_What you are asked to do_: Each entry should be written out once more, exactly as given below.

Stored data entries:
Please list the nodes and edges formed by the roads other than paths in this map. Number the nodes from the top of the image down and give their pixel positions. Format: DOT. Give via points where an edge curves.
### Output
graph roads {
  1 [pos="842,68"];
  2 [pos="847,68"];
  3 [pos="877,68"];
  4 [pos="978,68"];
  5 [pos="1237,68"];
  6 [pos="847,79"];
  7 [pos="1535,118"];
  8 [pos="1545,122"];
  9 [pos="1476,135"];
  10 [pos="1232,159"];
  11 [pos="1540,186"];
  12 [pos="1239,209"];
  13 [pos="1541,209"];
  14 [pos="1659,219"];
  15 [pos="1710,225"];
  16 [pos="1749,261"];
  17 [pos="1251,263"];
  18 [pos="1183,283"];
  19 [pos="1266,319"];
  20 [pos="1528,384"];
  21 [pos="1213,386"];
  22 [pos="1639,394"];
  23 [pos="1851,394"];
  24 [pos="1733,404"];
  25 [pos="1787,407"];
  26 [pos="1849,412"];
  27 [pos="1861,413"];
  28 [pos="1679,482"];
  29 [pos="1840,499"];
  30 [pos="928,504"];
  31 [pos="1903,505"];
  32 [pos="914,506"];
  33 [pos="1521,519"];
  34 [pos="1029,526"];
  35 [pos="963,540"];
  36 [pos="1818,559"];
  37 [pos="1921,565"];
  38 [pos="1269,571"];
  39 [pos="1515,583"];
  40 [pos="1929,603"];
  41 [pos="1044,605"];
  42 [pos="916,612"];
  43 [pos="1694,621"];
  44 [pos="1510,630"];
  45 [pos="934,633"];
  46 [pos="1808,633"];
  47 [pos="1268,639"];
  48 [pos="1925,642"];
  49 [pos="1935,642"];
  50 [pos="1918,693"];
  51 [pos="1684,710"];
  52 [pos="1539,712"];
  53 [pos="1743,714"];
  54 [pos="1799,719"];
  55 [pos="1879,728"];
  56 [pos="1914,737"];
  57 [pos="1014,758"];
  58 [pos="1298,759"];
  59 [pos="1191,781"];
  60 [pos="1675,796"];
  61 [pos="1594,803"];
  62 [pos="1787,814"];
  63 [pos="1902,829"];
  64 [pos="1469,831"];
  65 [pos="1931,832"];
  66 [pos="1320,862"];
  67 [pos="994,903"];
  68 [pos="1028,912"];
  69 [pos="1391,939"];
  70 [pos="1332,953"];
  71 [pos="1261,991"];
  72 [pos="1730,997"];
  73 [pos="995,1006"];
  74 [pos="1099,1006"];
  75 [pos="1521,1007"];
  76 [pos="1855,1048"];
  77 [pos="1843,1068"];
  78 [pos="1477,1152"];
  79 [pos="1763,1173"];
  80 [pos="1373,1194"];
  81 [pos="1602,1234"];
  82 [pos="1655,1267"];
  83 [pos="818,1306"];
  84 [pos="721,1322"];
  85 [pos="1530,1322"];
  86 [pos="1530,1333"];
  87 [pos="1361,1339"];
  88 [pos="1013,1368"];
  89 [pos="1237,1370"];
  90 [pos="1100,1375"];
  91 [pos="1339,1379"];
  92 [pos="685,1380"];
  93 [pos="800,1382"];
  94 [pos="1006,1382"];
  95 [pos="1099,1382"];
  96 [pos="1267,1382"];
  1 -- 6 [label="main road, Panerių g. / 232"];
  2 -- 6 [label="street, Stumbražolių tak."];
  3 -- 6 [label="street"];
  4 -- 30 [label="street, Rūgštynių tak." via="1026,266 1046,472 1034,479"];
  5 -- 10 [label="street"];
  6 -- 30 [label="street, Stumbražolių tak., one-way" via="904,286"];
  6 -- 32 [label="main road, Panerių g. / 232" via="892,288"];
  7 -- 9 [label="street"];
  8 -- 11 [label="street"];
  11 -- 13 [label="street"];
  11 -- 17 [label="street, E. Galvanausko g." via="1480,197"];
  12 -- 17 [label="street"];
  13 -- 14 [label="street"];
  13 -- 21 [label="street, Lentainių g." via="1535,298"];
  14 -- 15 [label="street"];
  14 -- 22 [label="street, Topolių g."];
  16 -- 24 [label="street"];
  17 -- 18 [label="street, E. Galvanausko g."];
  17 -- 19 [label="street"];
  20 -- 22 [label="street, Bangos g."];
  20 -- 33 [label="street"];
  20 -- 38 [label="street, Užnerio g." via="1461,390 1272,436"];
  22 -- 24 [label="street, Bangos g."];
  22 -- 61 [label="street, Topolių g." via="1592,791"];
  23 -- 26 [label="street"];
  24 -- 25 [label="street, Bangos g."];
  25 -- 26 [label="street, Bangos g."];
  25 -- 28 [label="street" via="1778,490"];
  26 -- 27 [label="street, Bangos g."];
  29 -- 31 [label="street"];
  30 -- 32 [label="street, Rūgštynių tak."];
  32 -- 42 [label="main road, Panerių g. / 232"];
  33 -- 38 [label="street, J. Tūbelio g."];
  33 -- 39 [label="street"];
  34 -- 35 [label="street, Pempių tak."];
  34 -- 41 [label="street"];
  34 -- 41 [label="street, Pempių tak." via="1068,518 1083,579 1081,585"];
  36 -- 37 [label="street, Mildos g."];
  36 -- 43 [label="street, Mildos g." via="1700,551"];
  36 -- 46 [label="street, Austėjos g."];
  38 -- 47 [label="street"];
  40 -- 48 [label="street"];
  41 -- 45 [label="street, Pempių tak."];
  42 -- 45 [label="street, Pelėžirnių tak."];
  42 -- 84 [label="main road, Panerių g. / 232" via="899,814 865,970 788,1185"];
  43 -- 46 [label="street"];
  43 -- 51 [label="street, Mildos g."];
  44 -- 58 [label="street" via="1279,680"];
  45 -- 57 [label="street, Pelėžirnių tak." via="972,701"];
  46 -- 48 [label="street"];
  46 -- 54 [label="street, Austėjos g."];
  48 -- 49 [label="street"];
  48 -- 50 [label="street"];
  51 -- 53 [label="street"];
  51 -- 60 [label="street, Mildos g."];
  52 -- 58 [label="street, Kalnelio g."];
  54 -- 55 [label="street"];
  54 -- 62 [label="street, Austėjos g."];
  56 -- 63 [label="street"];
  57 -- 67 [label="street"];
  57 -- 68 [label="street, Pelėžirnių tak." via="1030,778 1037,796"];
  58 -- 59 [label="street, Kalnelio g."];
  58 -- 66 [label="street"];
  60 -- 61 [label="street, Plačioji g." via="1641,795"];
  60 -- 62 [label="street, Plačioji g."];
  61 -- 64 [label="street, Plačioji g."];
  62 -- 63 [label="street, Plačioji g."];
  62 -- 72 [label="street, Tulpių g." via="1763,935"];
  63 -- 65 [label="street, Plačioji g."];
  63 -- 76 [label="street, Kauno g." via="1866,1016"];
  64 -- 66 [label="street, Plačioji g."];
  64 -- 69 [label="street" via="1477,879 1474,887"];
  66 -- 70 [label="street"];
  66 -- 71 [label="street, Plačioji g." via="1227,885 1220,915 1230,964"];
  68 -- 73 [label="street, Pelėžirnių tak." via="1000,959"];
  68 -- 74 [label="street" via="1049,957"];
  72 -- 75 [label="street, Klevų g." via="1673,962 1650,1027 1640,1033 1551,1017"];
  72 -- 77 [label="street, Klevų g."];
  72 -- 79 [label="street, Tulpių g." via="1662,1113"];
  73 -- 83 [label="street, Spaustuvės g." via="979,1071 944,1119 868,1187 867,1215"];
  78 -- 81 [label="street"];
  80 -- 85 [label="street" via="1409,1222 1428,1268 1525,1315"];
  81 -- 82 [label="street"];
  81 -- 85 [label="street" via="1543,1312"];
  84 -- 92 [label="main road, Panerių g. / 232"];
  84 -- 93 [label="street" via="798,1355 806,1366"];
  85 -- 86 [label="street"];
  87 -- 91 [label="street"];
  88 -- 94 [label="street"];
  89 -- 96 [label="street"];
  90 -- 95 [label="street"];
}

_Response below_:
Please list the nodes and edges formed by the roads other than paths in this map. Number the nodes from the top of the image down and give their pixel positions. Format: DOT. Give via points where an edge curves.
### Output
graph roads {
  1 [pos="842,68"];
  2 [pos="847,68"];
  3 [pos="877,68"];
  4 [pos="978,68"];
  5 [pos="1237,68"];
  6 [pos="847,79"];
  7 [pos="1535,118"];
  8 [pos="1545,122"];
  9 [pos="1476,135"];
  10 [pos="1232,159"];
  11 [pos="1540,186"];
  12 [pos="1239,209"];
  13 [pos="1541,209"];
  14 [pos="1659,219"];
  15 [pos="1710,225"];
  16 [pos="1749,261"];
  17 [pos="1251,263"];
  18 [pos="1183,283"];
  19 [pos="1266,319"];
  20 [pos="1528,384"];
  21 [pos="1213,386"];
  22 [pos="1639,394"];
  23 [pos="1851,394"];
  24 [pos="1733,404"];
  25 [pos="1787,407"];
  26 [pos="1849,412"];
  27 [pos="1861,413"];
  28 [pos="1679,482"];
  29 [pos="1840,499"];
  30 [pos="928,504"];
  31 [pos="1903,505"];
  32 [pos="914,506"];
  33 [pos="1521,519"];
  34 [pos="1029,526"];
  35 [pos="963,540"];
  36 [pos="1818,559"];
  37 [pos="1921,565"];
  38 [pos="1269,571"];
  39 [pos="1515,583"];
  40 [pos="1929,603"];
  41 [pos="1044,605"];
  42 [pos="916,612"];
  43 [pos="1694,621"];
  44 [pos="1510,630"];
  45 [pos="934,633"];
  46 [pos="1808,633"];
  47 [pos="1268,639"];
  48 [pos="1925,642"];
  49 [pos="1935,642"];
  50 [pos="1918,693"];
  51 [pos="1684,710"];
  52 [pos="1539,712"];
  53 [pos="1743,714"];
  54 [pos="1799,719"];
  55 [pos="1879,728"];
  56 [pos="1914,737"];
  57 [pos="1014,758"];
  58 [pos="1298,759"];
  59 [pos="1191,781"];
  60 [pos="1675,796"];
  61 [pos="1594,803"];
  62 [pos="1787,814"];
  63 [pos="1902,829"];
  64 [pos="1469,831"];
  65 [pos="1931,832"];
  66 [pos="1320,862"];
  67 [pos="994,903"];
  68 [pos="1028,912"];
  69 [pos="1391,939"];
  70 [pos="1332,953"];
  71 [pos="1261,991"];
  72 [pos="1730,997"];
  73 [pos="995,1006"];
  74 [pos="1099,1006"];
  75 [pos="1521,1007"];
  76 [pos="1855,1048"];
  77 [pos="1843,1068"];
  78 [pos="1477,1152"];
  79 [pos="1763,1173"];
  80 [pos="1373,1194"];
  81 [pos="1602,1234"];
  82 [pos="1655,1267"];
  83 [pos="818,1306"];
  84 [pos="721,1322"];
  85 [pos="1530,1322"];
  86 [pos="1530,1333"];
  87 [pos="1361,1339"];
  88 [pos="1013,1368"];
  89 [pos="1237,1370"];
  90 [pos="1100,1375"];
  91 [pos="1339,1379"];
  92 [pos="685,1380"];
  93 [pos="800,1382"];
  94 [pos="1006,1382"];
  95 [pos="1099,1382"];
  96 [pos="1267,1382"];
  1 -- 6 [label="main road, Panerių g. / 232"];
  2 -- 6 [label="street, Stumbražolių tak."];
  3 -- 6 [label="street"];
  4 -- 30 [label="street, Rūgštynių tak." via="1026,266 1046,472 1034,479"];
  5 -- 10 [label="street"];
  6 -- 30 [label="street, Stumbražolių tak., one-way" via="904,286"];
  6 -- 32 [label="main road, Panerių g. / 232" via="892,288"];
  7 -- 9 [label="street"];
  8 -- 11 [label="street"];
  11 -- 13 [label="street"];
  11 -- 17 [label="street, E. Galvanausko g." via="1480,197"];
  12 -- 17 [label="street"];
  13 -- 14 [label="street"];
  13 -- 21 [label="street, Lentainių g." via="1535,298"];
  14 -- 15 [label="street"];
  14 -- 22 [label="street, Topolių g."];
  16 -- 24 [label="street"];
  17 -- 18 [label="street, E. Galvanausko g."];
  17 -- 19 [label="street"];
  20 -- 22 [label="street, Bangos g."];
  20 -- 33 [label="street"];
  20 -- 38 [label="street, Užnerio g." via="1461,390 1272,436"];
  22 -- 24 [label="street, Bangos g."];
  22 -- 61 [label="street, Topolių g." via="1592,791"];
  23 -- 26 [label="street"];
  24 -- 25 [label="street, Bangos g."];
  25 -- 26 [label="street, Bangos g."];
  25 -- 28 [label="street" via="1778,490"];
  26 -- 27 [label="street, Bangos g."];
  29 -- 31 [label="street"];
  30 -- 32 [label="street, Rūgštynių tak."];
  32 -- 42 [label="main road, Panerių g. / 232"];
  33 -- 38 [label="street, J. Tūbelio g."];
  33 -- 39 [label="street"];
  34 -- 35 [label="street, Pempių tak."];
  34 -- 41 [label="street"];
  34 -- 41 [label="street, Pempių tak." via="1068,518 1083,579 1081,585"];
  36 -- 37 [label="street, Mildos g."];
  36 -- 43 [label="street, Mildos g." via="1700,551"];
  36 -- 46 [label="street, Austėjos g."];
  38 -- 47 [label="street"];
  40 -- 48 [label="street"];
  41 -- 45 [label="street, Pempių tak."];
  42 -- 45 [label="street, Pelėžirnių tak."];
  42 -- 84 [label="main road, Panerių g. / 232" via="899,814 865,970 788,1185"];
  43 -- 46 [label="street"];
  43 -- 51 [label="street, Mildos g."];
  44 -- 58 [label="street" via="1279,680"];
  45 -- 57 [label="street, Pelėžirnių tak." via="972,701"];
  46 -- 48 [label="street"];
  46 -- 54 [label="street, Austėjos g."];
  48 -- 49 [label="street"];
  48 -- 50 [label="street"];
  51 -- 53 [label="street"];
  51 -- 60 [label="street, Mildos g."];
  52 -- 58 [label="street, Kalnelio g."];
  54 -- 55 [label="street"];
  54 -- 62 [label="street, Austėjos g."];
  56 -- 63 [label="street"];
  57 -- 67 [label="street"];
  57 -- 68 [label="street, Pelėžirnių tak." via="1030,778 1037,796"];
  58 -- 59 [label="street, Kalnelio g."];
  58 -- 66 [label="street"];
  60 -- 61 [label="street, Plačioji g." via="1641,795"];
  60 -- 62 [label="street, Plačioji g."];
  61 -- 64 [label="street, Plačioji g."];
  62 -- 63 [label="street, Plačioji g."];
  62 -- 72 [label="street, Tulpių g." via="1763,935"];
  63 -- 65 [label="street, Plačioji g."];
  63 -- 76 [label="street, Kauno g." via="1866,1016"];
  64 -- 66 [label="street, Plačioji g."];
  64 -- 69 [label="street" via="1477,879 1474,887"];
  66 -- 70 [label="street"];
  66 -- 71 [label="street, Plačioji g." via="1227,885 1220,915 1230,964"];
  68 -- 73 [label="street, Pelėžirnių tak." via="1000,959"];
  68 -- 74 [label="street" via="1049,957"];
  72 -- 75 [label="street, Klevų g." via="1673,962 1650,1027 1640,1033 1551,1017"];
  72 -- 77 [label="street, Klevų g."];
  72 -- 79 [label="street, Tulpių g." via="1662,1113"];
  73 -- 83 [label="street, Spaustuvės g." via="979,1071 944,1119 868,1187 867,1215"];
  78 -- 81 [label="street"];
  80 -- 85 [label="street" via="1409,1222 1428,1268 1525,1315"];
  81 -- 82 [label="street"];
  81 -- 85 [label="street" via="1543,1312"];
  84 -- 92 [label="main road, Panerių g. / 232"];
  84 -- 93 [label="street" via="798,1355 806,1366"];
  85 -- 86 [label="street"];
  87 -- 91 [label="street"];
  88 -- 94 [label="street"];
  89 -- 96 [label="street"];
  90 -- 95 [label="street"];
}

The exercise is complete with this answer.